What does it mean for centralized IT to support a Public Cloud? As of this writing, AWS has 175-services. Nine of the 175-services are database services. What does it mean for your organization to support all 9 of these databases? I’m not suggesting what level of support you should or should not offer. I’m asking you to define the charter of your support for the public cloud provider. When you tell a business unit that you will support their application, does that mean you’ll provide an SRE that will support the application that uses shared services via Kafka across AWS, Azure, and GCP?

Will the next team that builds an application using RabbitMQ also receive the same level of support? I’d guess that your organization places guardrails around the application architectures you support.

It isn’t easy to sustain a centralized set of cloud services within AWS. Conversely, it’s nearly impossible to support a mix of applications with vastly different designs across multiple clouds.
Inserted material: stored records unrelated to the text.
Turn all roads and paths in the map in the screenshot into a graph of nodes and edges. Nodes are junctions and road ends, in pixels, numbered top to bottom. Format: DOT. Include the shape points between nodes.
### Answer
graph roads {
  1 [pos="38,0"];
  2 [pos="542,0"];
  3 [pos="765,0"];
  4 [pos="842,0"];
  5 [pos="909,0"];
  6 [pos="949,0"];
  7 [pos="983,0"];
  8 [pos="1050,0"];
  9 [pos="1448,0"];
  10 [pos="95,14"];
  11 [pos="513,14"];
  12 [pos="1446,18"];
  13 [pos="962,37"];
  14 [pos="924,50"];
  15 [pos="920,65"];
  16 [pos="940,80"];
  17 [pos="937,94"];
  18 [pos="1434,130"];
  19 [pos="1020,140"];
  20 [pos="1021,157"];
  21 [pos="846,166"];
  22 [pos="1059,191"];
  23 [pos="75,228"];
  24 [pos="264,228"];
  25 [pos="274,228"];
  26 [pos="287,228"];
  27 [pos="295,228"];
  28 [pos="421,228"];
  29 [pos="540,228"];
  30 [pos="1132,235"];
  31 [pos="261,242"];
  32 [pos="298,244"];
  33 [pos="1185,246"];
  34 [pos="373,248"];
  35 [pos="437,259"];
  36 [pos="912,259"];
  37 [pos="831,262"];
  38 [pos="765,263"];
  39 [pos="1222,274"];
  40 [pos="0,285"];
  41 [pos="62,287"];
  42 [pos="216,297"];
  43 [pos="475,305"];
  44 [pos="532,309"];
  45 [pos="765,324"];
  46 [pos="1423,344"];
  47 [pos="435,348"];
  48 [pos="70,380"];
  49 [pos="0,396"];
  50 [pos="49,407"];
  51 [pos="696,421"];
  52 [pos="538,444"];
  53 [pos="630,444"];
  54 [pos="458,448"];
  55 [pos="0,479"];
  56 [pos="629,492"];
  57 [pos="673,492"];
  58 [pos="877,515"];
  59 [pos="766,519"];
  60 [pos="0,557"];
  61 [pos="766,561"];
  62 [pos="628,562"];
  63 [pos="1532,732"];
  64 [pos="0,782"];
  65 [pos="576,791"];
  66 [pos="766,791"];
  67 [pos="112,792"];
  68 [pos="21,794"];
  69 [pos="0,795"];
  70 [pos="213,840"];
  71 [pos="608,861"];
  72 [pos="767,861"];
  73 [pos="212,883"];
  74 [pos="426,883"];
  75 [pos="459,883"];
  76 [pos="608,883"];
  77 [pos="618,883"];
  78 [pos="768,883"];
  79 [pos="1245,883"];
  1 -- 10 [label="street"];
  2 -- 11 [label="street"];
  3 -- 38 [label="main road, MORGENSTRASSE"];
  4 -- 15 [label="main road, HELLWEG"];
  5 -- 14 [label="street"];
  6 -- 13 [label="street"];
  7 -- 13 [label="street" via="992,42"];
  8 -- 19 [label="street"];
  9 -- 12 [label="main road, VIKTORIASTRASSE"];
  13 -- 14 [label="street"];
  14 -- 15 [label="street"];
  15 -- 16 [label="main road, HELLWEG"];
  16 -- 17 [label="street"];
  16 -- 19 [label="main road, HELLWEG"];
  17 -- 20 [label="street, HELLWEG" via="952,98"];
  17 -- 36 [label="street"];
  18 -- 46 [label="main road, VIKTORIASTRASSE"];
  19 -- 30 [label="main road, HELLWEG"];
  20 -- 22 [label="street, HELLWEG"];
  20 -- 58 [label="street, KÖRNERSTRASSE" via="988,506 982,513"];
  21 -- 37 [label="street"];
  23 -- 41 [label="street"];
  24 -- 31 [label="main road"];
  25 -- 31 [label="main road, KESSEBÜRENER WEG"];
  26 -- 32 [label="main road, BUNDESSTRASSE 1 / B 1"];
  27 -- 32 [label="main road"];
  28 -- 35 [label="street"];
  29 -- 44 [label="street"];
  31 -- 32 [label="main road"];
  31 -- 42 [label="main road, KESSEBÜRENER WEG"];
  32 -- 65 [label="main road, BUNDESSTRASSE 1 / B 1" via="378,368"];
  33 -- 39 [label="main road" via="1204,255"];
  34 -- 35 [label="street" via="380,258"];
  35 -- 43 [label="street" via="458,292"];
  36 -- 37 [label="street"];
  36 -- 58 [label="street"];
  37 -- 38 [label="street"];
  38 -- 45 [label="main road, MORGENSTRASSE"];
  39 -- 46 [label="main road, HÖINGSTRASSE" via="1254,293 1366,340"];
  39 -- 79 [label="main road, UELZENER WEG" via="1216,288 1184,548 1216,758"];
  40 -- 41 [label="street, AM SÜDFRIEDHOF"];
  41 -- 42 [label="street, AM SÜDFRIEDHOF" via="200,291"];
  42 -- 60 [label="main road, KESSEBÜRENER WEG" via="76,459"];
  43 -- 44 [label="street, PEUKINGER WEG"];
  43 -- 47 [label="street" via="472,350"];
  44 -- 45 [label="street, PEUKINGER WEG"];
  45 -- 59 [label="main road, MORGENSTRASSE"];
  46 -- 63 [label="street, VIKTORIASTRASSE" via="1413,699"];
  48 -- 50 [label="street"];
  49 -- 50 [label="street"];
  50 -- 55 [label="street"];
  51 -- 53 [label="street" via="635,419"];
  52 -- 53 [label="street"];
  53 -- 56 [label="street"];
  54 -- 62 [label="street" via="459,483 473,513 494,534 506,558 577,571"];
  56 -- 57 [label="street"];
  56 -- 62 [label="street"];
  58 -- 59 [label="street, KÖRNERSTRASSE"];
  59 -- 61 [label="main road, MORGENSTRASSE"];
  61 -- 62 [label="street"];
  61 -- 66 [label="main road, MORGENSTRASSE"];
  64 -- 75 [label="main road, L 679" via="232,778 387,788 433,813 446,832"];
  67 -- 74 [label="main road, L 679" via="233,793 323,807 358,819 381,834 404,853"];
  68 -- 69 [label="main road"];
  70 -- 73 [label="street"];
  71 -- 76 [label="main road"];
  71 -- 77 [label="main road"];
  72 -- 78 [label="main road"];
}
M & A rich organizations find themselves inheriting vastly different architectures spread across various cloud providers.

People and Process

So, what’s the solution to this challenge? Multi-cloud is an overly generic term. However, I take it to mean customers want to use multiple clouds under a single technical and support framework. There’s isn’t a technical solution to this problem, not today.

Companies that are heavily involved in M & A should treat Public Cloud integration as they treat the integration of similar disjointed business operations. What happens when a finance company purchases an adjacent business, let’s say an advisory service? While there are synergies, the finance company can’t simply replace all of the advisory company’s back-office functions. There’s an impedance mismatch. However, the advisory company inherits all of the regulatory controls of the finance company.

In the real world, the finance company has a group that audits the acquired company’s controls and operations. Out of that audit comes recommendations to meet the finance company’s compliance standards. IT isn’t different. IT leaders with massive M & A workloads must no longer approach companies’ integration as we did a decade ago. We won’t move complex applications to a single preferred cloud. We also can’t support an unlimited number of clouds and services.

IT leaders must put in-place guardrails in the form of security and compliance standards that acquired companies adopt. I understand this means that some headcount synergies will not occur. That’s simply the reality I’ve witnessed for companies doing successful M & A in the era of the public cloud.